Streaming Analytics with Apache Kafka and Apache Spark Streaming leveraging Fire in < 30 mins

Sparkflows
Dec 15, 2017
2 min read

At Sparkflows we are obsessed with powering our users to build amazing data analytics applications in < 30 mins.

Below we build a Streaming Analytics workflow and dashboard. It:

Reads bike sharing data from Kafka
Parses the incoming data
Finds the number of rentals on a hourly basis
Displays the results visually in a graph.

DataSet

The dataset contains bike rental info from 2011 and 2012 in the Capital bikeshare system, plus additional relevant information.

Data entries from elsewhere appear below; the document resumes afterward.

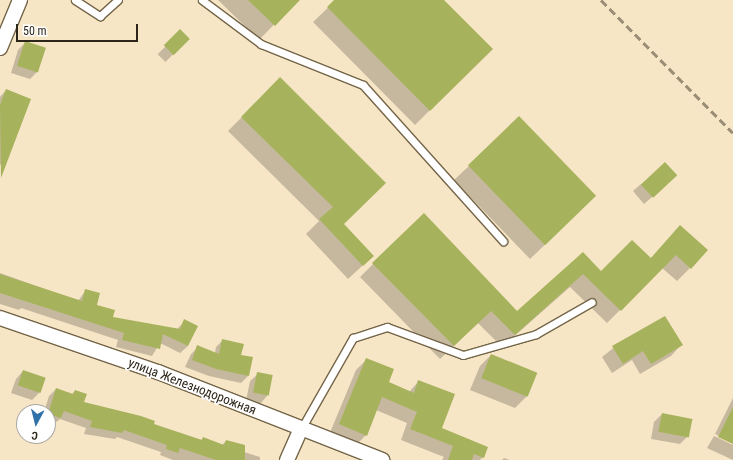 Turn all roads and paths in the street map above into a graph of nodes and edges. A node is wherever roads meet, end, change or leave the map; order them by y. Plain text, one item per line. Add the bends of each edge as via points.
1 (20, 0) edge
2 (75, 0) edge
3 (118, 0) edge
4 (202, 0) edge
5 (0, 48) edge
6 (502, 241) dead end
7 (592, 302) dead end
8 (0, 318) edge
9 (301, 429) junction
10 (287, 460) edge
11 (382, 460) edge

1 - 5 street
2 - 3 lane via 100,16
4 - 6 lane via 261,44 363,85
7 - 9 lane via 536,334 463,355 387,327 353,338
8 - 9 street, улица Железнодорожная via 158,372
9 - 10 street
9 - 11 street, улица Железнодорожная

This dataset is from Fanaee-T and Gama (2013) and is hosted by the UCI Machine Learning Repository. It consists of 10877 rows ( can be found in /data directory of the Fire installation). Each record is count of rentals grouped by a given hour in the past and environmental factors at that time (season, holiday, temperature, wind-speed etc.)

https://archive.ics.uci.edu/ml/datasets/Bike+Sharing+Dataset

Start Kafka and create Topic 'bike-sharing'

The quick start guide of Kafka is at : https://kafka.apache.org/quickstart
The steps for Kafka are:
Download Kafka
Start zookeeper and Kafka server. You can also use an existing instance of Zookeeper/Kafka
bin/zookeeper-server-start.sh config/zookeeper.properties
bin/kafka-server-start.sh config/server.properties
Create the topic 'bike-sharing'
bin/kafka-topics.sh --create --zookeeper localhost:2181 --replication-factor 1 --partitions 1 --topic bike-sharing

Send the data file 'bike_sharing_noheader.csv' to the Kafka Topic

bike_sharing_noheader.csv is in the data directory of the Fire Install
cat bike_sharing_noheader.csv | bin/kafka-console-producer.sh --broker-list localhost:9092 --topic bike-sharing

You can also keep sending data randomly to Kafka in a loop. We used the below bash script:

#!/bin/bash

while :

do

echo "Press [CTRL+C] to stop.."

sleep 13

sort -R bike_sharing_noheader.csv | head -n 100 | bin/kafka-console-producer.sh --broker-list localhost:9092 --topic bike-sharing

done

Workflow

Below is a workflow for Streaming Analytics of the Bike Sharing dataset.

It consists of 6 Nodes:

StreamingKafka - It reads in streaming data from the Kafka topic bike-sharing
FieldSplitter - It splits each line in fields
StringToDate - Converts the datetime column into Timestamp type
DateTimeFieldExtract : Extracts year, month, day, hour from the datetime column
GraphGroupByColumn - Groups the data on the hour column, sums it up and display it in a Graph.
PrintNRows : Prints the first 10 records in a table

Streaming Kafka

It reads in streaming data from Kafka and creates a dataframe with one column containing the lines.

FieldSplitter

It splits each line on the separator - comma - and outputs a new DataFrame with the columns defined.

StringToDate

It converts the datetime column into new column of type 'Timestamp'.

DateTimeFieldExtract

It extracts the year, month, day of month and hour from the datetime_dt column.

GraphGroupByColumn

Aggregates the data on the hour column, and displays it in a Graph.

Executing the workflow

When the workflow is executed, Fire submits a spark streaming job to the Spark cluster. The spark streaming job keeps running and processing the incoming from Kafka. Below are some of the output produced by the job.

Streaming Dashboard

Since we are still very much under 30 minutes, we also go ahead and create a Dashboard for the workflow. Since we have set the mini-batch duration to be 30 seconds, the Dashboard would update itself every 30 seconds.

Below is the Dashboard editor. Select the nodes whose output you want displayed and drag and drop them onto the canvas.